§ Your goal
Report how many lines in the data below hold the string "GARDEN". Nothing else should appear in the answer.
************
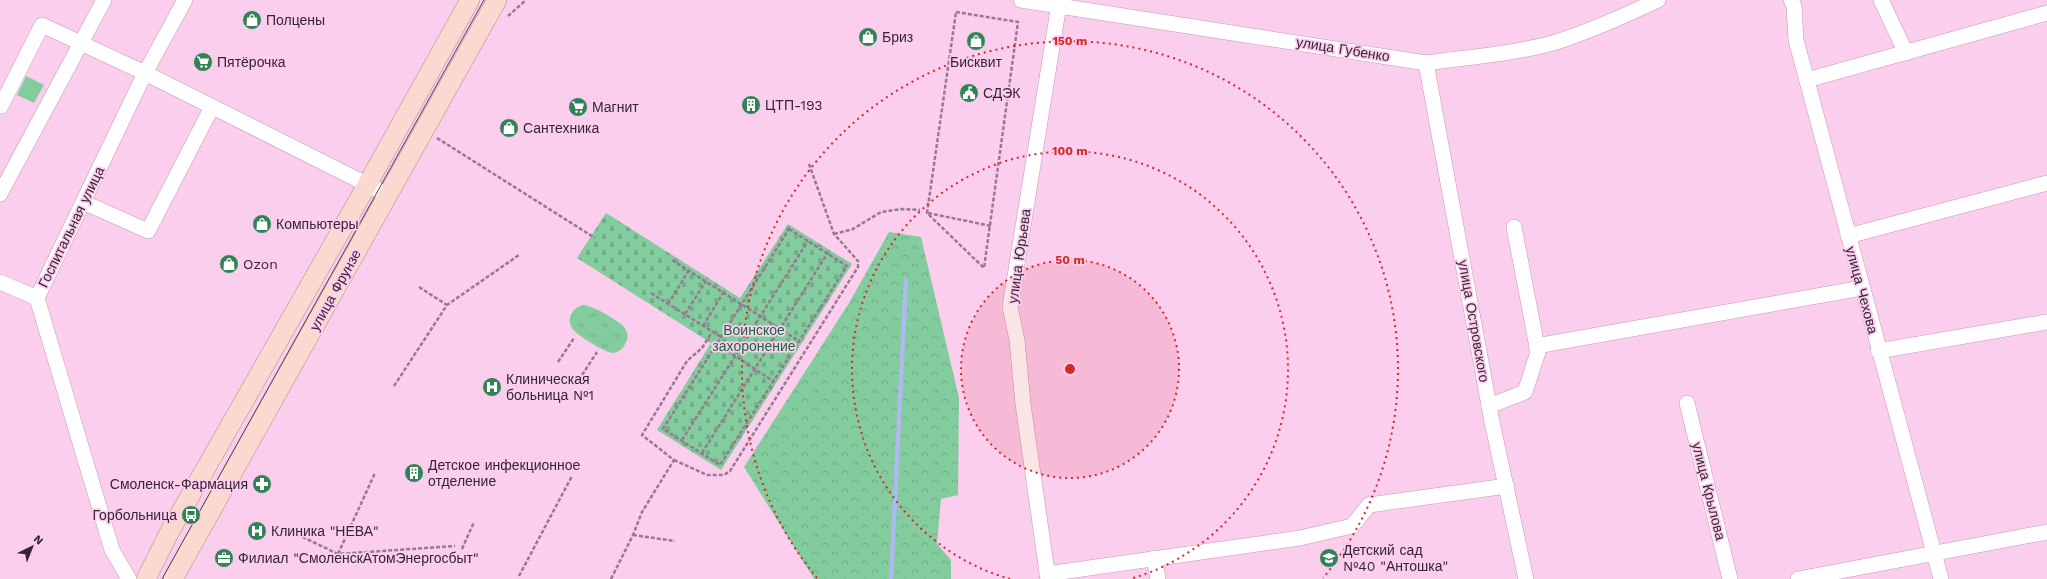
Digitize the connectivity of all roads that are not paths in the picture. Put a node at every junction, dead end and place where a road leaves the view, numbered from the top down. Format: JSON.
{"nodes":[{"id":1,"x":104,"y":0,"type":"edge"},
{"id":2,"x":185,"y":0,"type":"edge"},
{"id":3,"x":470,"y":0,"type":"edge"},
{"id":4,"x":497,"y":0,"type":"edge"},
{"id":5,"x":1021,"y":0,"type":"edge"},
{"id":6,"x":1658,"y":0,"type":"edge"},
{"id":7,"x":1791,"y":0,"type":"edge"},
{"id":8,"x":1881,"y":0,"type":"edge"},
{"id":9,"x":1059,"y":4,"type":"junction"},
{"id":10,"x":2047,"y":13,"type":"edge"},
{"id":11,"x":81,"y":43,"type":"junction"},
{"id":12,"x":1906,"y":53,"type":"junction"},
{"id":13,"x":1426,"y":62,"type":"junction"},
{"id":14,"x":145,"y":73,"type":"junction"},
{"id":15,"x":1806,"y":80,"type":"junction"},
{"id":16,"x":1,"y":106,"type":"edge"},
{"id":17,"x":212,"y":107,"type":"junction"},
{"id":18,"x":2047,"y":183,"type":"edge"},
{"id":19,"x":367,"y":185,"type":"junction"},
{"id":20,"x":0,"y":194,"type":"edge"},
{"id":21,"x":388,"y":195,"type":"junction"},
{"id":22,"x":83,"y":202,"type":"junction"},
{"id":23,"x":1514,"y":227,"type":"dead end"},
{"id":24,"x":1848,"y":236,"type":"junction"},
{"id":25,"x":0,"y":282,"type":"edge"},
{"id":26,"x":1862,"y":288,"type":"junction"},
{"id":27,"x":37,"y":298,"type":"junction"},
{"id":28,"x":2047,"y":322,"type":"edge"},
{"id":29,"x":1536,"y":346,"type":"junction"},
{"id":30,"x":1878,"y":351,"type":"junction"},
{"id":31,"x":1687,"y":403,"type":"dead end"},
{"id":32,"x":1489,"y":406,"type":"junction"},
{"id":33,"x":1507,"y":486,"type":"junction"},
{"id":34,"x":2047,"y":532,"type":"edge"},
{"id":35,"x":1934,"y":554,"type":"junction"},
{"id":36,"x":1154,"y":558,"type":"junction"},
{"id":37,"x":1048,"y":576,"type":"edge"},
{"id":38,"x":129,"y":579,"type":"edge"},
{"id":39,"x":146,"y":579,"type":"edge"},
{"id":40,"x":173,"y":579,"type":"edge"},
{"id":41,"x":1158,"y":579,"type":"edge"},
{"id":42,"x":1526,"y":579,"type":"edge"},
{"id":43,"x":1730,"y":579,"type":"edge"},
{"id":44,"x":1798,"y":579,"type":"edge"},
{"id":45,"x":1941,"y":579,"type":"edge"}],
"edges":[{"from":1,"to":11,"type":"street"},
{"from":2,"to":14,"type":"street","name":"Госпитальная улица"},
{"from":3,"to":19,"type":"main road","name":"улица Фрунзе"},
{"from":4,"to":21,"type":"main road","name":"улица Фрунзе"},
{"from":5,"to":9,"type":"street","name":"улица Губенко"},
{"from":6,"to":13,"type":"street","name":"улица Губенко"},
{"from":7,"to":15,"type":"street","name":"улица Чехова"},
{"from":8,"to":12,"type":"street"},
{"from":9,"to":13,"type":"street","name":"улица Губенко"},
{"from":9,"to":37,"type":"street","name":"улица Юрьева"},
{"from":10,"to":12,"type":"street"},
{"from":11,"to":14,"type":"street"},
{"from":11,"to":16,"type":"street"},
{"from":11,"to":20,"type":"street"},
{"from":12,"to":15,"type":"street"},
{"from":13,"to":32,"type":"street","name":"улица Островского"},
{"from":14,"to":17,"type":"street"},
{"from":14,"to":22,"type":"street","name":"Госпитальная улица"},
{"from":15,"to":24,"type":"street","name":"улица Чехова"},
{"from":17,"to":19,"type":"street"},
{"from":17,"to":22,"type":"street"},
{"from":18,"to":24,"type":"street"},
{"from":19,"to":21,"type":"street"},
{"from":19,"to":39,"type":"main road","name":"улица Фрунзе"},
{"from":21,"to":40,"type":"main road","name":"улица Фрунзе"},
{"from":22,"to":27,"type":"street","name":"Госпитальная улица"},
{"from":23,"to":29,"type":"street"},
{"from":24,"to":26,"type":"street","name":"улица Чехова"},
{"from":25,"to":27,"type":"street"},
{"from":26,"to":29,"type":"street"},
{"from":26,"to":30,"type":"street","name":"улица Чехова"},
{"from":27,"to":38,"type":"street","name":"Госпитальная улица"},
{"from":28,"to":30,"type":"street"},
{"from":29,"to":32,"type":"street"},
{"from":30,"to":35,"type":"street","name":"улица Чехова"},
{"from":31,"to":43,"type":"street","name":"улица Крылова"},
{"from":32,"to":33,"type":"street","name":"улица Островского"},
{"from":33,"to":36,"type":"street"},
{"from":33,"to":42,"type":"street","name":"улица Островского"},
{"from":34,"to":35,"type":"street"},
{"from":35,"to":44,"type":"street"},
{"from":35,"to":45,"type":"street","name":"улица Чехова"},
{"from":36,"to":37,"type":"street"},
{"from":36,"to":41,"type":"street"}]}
************
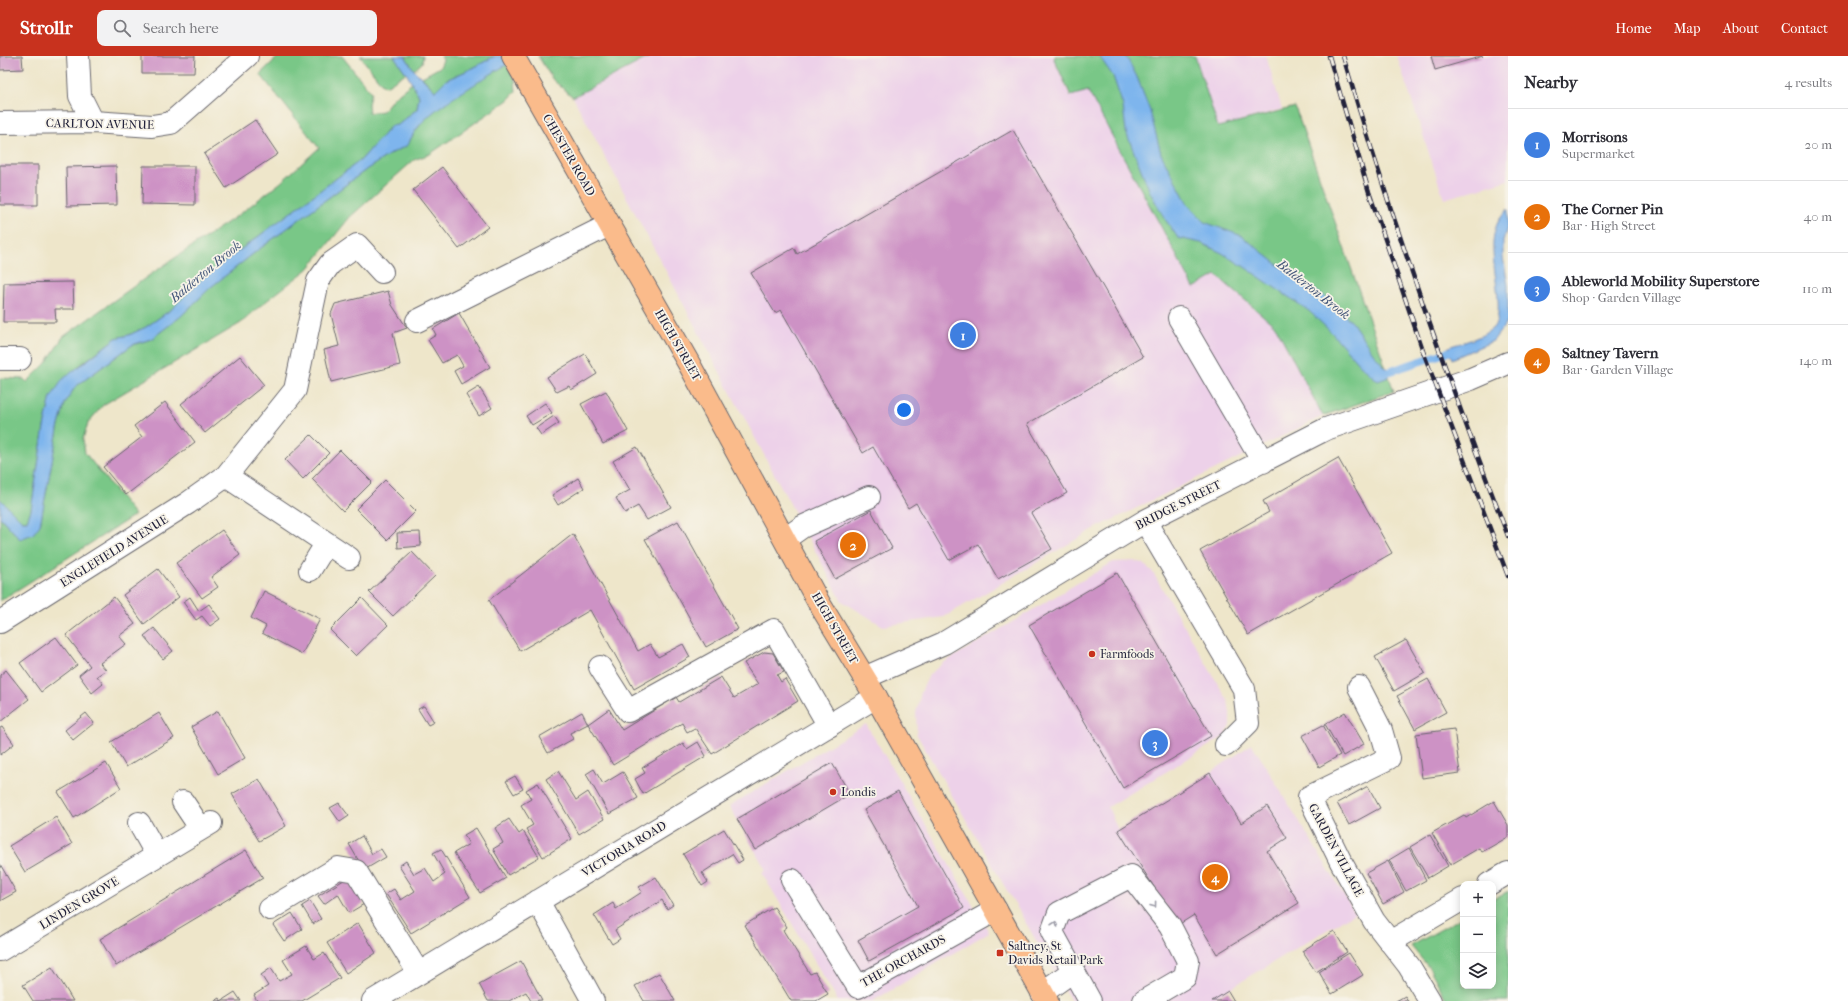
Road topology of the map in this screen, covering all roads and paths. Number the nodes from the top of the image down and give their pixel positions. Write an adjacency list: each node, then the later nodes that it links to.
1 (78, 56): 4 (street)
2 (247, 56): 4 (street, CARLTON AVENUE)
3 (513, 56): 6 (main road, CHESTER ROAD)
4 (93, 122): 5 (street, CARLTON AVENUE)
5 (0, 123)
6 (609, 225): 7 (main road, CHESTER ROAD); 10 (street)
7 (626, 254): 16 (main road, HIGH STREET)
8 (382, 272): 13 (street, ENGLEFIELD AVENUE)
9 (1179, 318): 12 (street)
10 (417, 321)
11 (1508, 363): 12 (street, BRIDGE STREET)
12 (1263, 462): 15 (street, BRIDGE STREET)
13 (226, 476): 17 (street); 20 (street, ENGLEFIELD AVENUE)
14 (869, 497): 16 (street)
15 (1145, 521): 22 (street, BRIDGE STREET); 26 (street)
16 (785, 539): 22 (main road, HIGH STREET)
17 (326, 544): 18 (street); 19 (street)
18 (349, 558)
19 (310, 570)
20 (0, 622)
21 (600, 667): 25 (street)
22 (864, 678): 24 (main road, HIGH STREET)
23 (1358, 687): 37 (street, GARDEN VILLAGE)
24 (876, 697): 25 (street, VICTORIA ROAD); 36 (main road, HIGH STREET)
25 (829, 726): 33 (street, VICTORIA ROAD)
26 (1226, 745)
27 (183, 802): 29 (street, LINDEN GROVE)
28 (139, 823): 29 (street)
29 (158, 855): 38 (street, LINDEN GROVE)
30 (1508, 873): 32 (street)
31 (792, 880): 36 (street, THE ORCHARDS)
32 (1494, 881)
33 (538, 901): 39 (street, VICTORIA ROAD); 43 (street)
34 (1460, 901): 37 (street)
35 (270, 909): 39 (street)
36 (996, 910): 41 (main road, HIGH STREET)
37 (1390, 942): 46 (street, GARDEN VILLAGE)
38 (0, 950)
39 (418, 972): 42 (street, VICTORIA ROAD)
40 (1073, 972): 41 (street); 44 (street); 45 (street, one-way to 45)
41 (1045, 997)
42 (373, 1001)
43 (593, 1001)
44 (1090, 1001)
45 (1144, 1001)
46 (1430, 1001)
************
§ Task answer
2